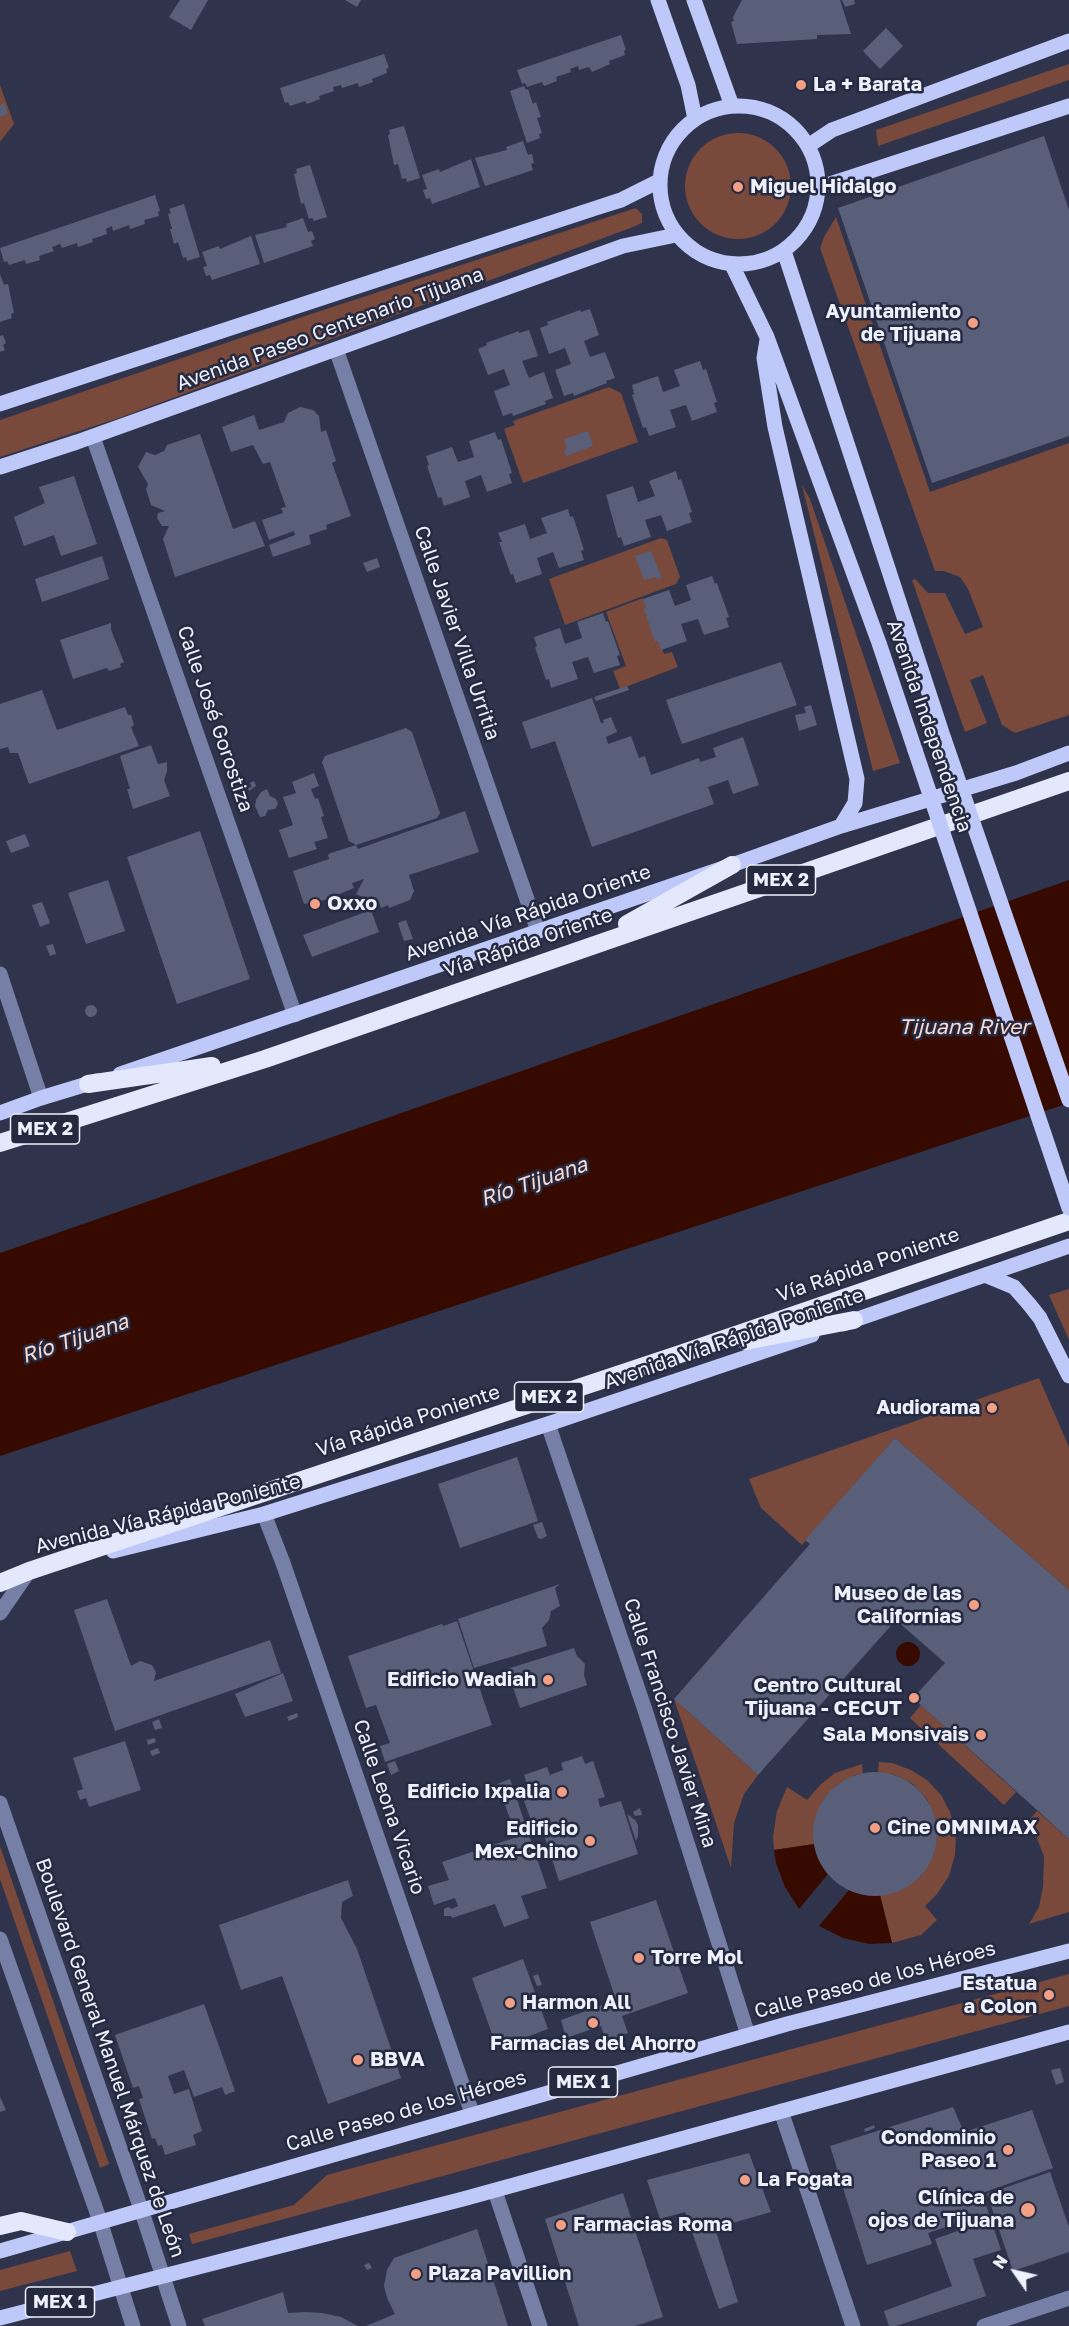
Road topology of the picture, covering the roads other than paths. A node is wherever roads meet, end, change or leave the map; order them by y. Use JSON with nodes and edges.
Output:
{"nodes":[{"id":1,"x":658,"y":0,"type":"edge"},
{"id":2,"x":694,"y":0,"type":"edge"},
{"id":3,"x":1069,"y":41,"type":"edge"},
{"id":4,"x":732,"y":106,"type":"junction"},
{"id":5,"x":1069,"y":106,"type":"edge"},
{"id":6,"x":695,"y":119,"type":"junction"},
{"id":7,"x":808,"y":146,"type":"junction"},
{"id":8,"x":659,"y":181,"type":"junction"},
{"id":9,"x":818,"y":188,"type":"junction"},
{"id":10,"x":676,"y":235,"type":"junction"},
{"id":11,"x":784,"y":251,"type":"junction"},
{"id":12,"x":732,"y":265,"type":"junction"},
{"id":13,"x":767,"y":337,"type":"junction"},
{"id":14,"x":336,"y":349,"type":"junction"},
{"id":15,"x":0,"y":404,"type":"edge"},
{"id":16,"x":93,"y":437,"type":"junction"},
{"id":17,"x":0,"y":467,"type":"edge"},
{"id":18,"x":1069,"y":753,"type":"edge"},
{"id":19,"x":1069,"y":781,"type":"edge"},
{"id":20,"x":841,"y":825,"type":"junction"},
{"id":21,"x":732,"y":865,"type":"junction"},
{"id":22,"x":538,"y":931,"type":"junction"},
{"id":23,"x":586,"y":947,"type":"junction"},
{"id":24,"x":0,"y":974,"type":"edge"},
{"id":25,"x":295,"y":1015,"type":"junction"},
{"id":26,"x":265,"y":1059,"type":"junction"},
{"id":27,"x":88,"y":1084,"type":"junction"},
{"id":28,"x":41,"y":1098,"type":"junction"},
{"id":29,"x":1069,"y":1100,"type":"edge"},
{"id":30,"x":0,"y":1113,"type":"edge"},
{"id":31,"x":90,"y":1115,"type":"junction"},
{"id":32,"x":0,"y":1143,"type":"edge"},
{"id":33,"x":0,"y":1150,"type":"edge"},
{"id":34,"x":1069,"y":1208,"type":"edge"},
{"id":35,"x":1069,"y":1221,"type":"edge"},
{"id":36,"x":1069,"y":1246,"type":"edge"},
{"id":37,"x":985,"y":1275,"type":"junction"},
{"id":38,"x":854,"y":1320,"type":"junction"},
{"id":39,"x":680,"y":1354,"type":"junction"},
{"id":40,"x":1069,"y":1376,"type":"edge"},
{"id":41,"x":548,"y":1424,"type":"junction"},
{"id":42,"x":264,"y":1514,"type":"junction"},
{"id":43,"x":28,"y":1571,"type":"junction"},
{"id":44,"x":0,"y":1578,"type":"edge"},
{"id":45,"x":0,"y":1583,"type":"edge"},
{"id":46,"x":0,"y":1613,"type":"edge"},
{"id":47,"x":0,"y":1803,"type":"edge"},
{"id":48,"x":0,"y":1939,"type":"edge"},
{"id":49,"x":1069,"y":1951,"type":"edge"},
{"id":50,"x":1069,"y":2032,"type":"edge"},
{"id":51,"x":748,"y":2035,"type":"junction"},
{"id":52,"x":781,"y":2111,"type":"junction"},
{"id":53,"x":472,"y":2113,"type":"junction"},
{"id":54,"x":495,"y":2191,"type":"junction"},
{"id":55,"x":141,"y":2209,"type":"junction"},
{"id":56,"x":100,"y":2221,"type":"junction"},
{"id":57,"x":0,"y":2226,"type":"edge"},
{"id":58,"x":67,"y":2232,"type":"junction"},
{"id":59,"x":0,"y":2251,"type":"edge"},
{"id":60,"x":162,"y":2276,"type":"junction"},
{"id":61,"x":120,"y":2287,"type":"junction"},
{"id":62,"x":1069,"y":2298,"type":"edge"},
{"id":63,"x":0,"y":2318,"type":"edge"},
{"id":64,"x":133,"y":2326,"type":"edge"},
{"id":65,"x":179,"y":2326,"type":"edge"},
{"id":66,"x":540,"y":2326,"type":"edge"},
{"id":67,"x":853,"y":2326,"type":"edge"},
{"id":68,"x":984,"y":2326,"type":"edge"}],
"edges":[{"from":1,"to":6,"type":"main road"},
{"from":2,"to":4,"type":"main road"},
{"from":3,"to":7,"type":"main road"},
{"from":4,"to":6,"type":"main road"},
{"from":4,"to":7,"type":"main road"},
{"from":5,"to":9,"type":"main road"},
{"from":6,"to":8,"type":"main road"},
{"from":7,"to":9,"type":"main road"},
{"from":8,"to":10,"type":"main road"},
{"from":8,"to":15,"type":"main road","name":"Avenida Paseo Centenario Tijuana"},
{"from":9,"to":11,"type":"main road"},
{"from":10,"to":12,"type":"main road"},
{"from":10,"to":14,"type":"main road","name":"Avenida Paseo Centenario Tijuana"},
{"from":11,"to":12,"type":"main road"},
{"from":11,"to":29,"type":"main road","name":"Avenida Independencia","bridge":true},
{"from":12,"to":13,"type":"main road","name":"Avenida Independencia"},
{"from":13,"to":20,"type":"main road"},
{"from":13,"to":34,"type":"main road","name":"Avenida Independencia","bridge":true},
{"from":14,"to":16,"type":"main road","name":"Avenida Paseo Centenario Tijuana"},
{"from":14,"to":22,"type":"street","name":"Calle Javier Villa Urritia"},
{"from":16,"to":17,"type":"main road","name":"Avenida Paseo Centenario Tijuana"},
{"from":16,"to":25,"type":"street","name":"Calle José Gorostiza"},
{"from":18,"to":20,"type":"main road","name":"Avenida Vía Rápida Oriente"},
{"from":19,"to":23,"type":"highway","name":"Vía Rápida Oriente","number":"MEX 2"},
{"from":20,"to":21,"type":"main road","name":"Avenida Vía Rápida Oriente"},
{"from":21,"to":22,"type":"main road","name":"Avenida Vía Rápida Oriente"},
{"from":21,"to":23,"type":"highway"},
{"from":22,"to":25,"type":"main road","name":"Avenida Vía Rápida Oriente"},
{"from":23,"to":26,"type":"highway","name":"Vía Rápida Oriente","number":"MEX 2"},
{"from":24,"to":28,"type":"street"},
{"from":25,"to":27,"type":"main road","name":"Avenida Vía Rápida Oriente"},
{"from":26,"to":27,"type":"highway"},
{"from":26,"to":31,"type":"highway","name":"Vía Rápida Oriente","number":"MEX 2"},
{"from":27,"to":28,"type":"main road","name":"Avenida Vía Rápida Oriente"},
{"from":28,"to":30,"type":"main road","name":"Avenida Vía Rápida Oriente"},
{"from":31,"to":32,"type":"highway","name":"Vía Rápida Oriente","number":"MEX 2"},
{"from":31,"to":33,"type":"highway"},
{"from":35,"to":39,"type":"highway","name":"Vía Rápida Poniente","number":"MEX 2"},
{"from":36,"to":37,"type":"main road","name":"Avenida Vía Rápida Poniente"},
{"from":37,"to":38,"type":"main road","name":"Avenida Vía Rápida Poniente"},
{"from":37,"to":40,"type":"main road"},
{"from":38,"to":39,"type":"highway"},
{"from":38,"to":41,"type":"main road","name":"Avenida Vía Rápida Poniente"},
{"from":39,"to":43,"type":"highway","name":"Vía Rápida Poniente","number":"MEX 2"},
{"from":41,"to":42,"type":"main road","name":"Avenida Vía Rápida Poniente"},
{"from":41,"to":51,"type":"street","name":"Calle Francisco Javier Mina"},
{"from":42,"to":43,"type":"main road","name":"Avenida Vía Rápida Poniente"},
{"from":42,"to":53,"type":"street","name":"Calle Leona Vicario"},
{"from":43,"to":44,"type":"highway"},
{"from":43,"to":45,"type":"highway","name":"Vía Rápida Poniente","number":"MEX 2"},
{"from":43,"to":46,"type":"street"},
{"from":47,"to":55,"type":"street","name":"Boulevard General Manuel Márquez de León"},
{"from":48,"to":56,"type":"street"},
{"from":49,"to":51,"type":"main road","name":"Calle Paseo de los Héroes","number":"MEX 1"},
{"from":50,"to":52,"type":"main road","number":"MEX 1"},
{"from":51,"to":53,"type":"main road","name":"Calle Paseo de los Héroes","number":"MEX 1"},
{"from":52,"to":54,"type":"main road","number":"MEX 1"},
{"from":52,"to":67,"type":"street"},
{"from":53,"to":55,"type":"main road","name":"Calle Paseo de los Héroes","number":"MEX 1"},
{"from":54,"to":60,"type":"main road","number":"MEX 1"},
{"from":54,"to":66,"type":"street"},
{"from":55,"to":56,"type":"main road","name":"Calle Paseo de los Héroes","number":"MEX 1"},
{"from":55,"to":60,"type":"street","name":"Boulevard General Manuel Márquez de León"},
{"from":56,"to":58,"type":"main road","name":"Calle Paseo de los Héroes","number":"MEX 1"},
{"from":56,"to":61,"type":"street"},
{"from":57,"to":58,"type":"highway"},
{"from":58,"to":59,"type":"main road","name":"Calle Paseo de los Héroes","number":"MEX 1"},
{"from":60,"to":61,"type":"main road","number":"MEX 1"},
{"from":60,"to":65,"type":"street","name":"Boulevard General Manuel Márquez de León"},
{"from":61,"to":63,"type":"main road","number":"MEX 1"},
{"from":61,"to":64,"type":"street"},
{"from":62,"to":68,"type":"street"}]}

AIM OF THE EXERCISE -
Lines of the material that contain the word "true" are to be gathered.

WRITTEN ANSWER -
{"from":11,"to":29,"type":"main road","name":"Avenida Independencia","bridge":true},
{"from":13,"to":34,"type":"main road","name":"Avenida Independencia","bridge":true},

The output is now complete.